::: MATERIAL PROVIDED :::

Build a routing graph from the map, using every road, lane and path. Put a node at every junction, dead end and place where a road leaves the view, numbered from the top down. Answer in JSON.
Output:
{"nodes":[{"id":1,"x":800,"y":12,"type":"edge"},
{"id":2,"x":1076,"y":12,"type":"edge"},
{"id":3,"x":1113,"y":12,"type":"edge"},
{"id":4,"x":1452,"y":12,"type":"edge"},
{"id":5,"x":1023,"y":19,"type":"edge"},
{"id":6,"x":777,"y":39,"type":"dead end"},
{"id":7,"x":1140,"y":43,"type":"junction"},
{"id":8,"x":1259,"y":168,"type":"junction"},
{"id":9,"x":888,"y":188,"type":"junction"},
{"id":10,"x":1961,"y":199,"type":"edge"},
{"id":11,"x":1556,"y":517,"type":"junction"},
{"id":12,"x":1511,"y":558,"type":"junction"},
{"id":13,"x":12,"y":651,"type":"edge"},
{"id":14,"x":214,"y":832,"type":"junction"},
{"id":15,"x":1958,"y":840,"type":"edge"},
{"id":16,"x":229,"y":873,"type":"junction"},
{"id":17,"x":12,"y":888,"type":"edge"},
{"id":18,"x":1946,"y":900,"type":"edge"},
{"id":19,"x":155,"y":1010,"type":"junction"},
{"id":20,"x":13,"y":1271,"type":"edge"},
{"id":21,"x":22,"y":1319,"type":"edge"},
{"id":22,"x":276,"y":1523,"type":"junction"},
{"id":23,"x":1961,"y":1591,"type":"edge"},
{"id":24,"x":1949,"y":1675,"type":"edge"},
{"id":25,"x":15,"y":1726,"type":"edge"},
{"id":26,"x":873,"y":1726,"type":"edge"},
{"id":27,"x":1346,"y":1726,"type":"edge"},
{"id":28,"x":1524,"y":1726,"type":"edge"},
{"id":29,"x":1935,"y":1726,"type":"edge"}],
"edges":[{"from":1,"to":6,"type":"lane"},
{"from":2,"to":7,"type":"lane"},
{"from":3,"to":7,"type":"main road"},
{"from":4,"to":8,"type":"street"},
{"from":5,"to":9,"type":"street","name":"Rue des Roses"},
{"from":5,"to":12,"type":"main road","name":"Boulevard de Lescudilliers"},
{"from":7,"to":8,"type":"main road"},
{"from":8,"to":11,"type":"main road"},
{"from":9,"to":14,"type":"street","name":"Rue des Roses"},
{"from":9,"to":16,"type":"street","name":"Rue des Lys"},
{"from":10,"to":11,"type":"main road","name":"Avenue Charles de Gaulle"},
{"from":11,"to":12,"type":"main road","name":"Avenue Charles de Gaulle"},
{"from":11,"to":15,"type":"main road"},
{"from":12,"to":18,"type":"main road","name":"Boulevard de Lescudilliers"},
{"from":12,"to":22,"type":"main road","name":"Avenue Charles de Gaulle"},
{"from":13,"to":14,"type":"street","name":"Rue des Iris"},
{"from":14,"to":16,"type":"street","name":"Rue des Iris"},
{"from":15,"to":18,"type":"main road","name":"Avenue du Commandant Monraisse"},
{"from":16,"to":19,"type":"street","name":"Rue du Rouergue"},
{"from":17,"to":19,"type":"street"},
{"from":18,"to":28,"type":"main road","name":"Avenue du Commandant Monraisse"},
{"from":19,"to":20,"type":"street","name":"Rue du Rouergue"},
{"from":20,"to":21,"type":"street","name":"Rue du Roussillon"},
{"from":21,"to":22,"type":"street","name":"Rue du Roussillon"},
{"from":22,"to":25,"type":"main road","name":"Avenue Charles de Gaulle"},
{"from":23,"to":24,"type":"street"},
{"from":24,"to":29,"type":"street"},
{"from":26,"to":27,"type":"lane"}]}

:::

Search the records for the word "junction". Copy every line that has it.

● REPLY TO THE EXERCISE
Build a routing graph from the map, using every road, lane and path. Put a node at every junction, dead end and place where a road leaves the view, numbered from the top down. Answer in JSON.
{"id":7,"x":1140,"y":43,"type":"junction"},
{"id":8,"x":1259,"y":168,"type":"junction"},
{"id":9,"x":888,"y":188,"type":"junction"},
{"id":11,"x":1556,"y":517,"type":"junction"},
{"id":12,"x":1511,"y":558,"type":"junction"},
{"id":14,"x":214,"y":832,"type":"junction"},
{"id":16,"x":229,"y":873,"type":"junction"},
{"id":19,"x":155,"y":1010,"type":"junction"},
{"id":22,"x":276,"y":1523,"type":"junction"},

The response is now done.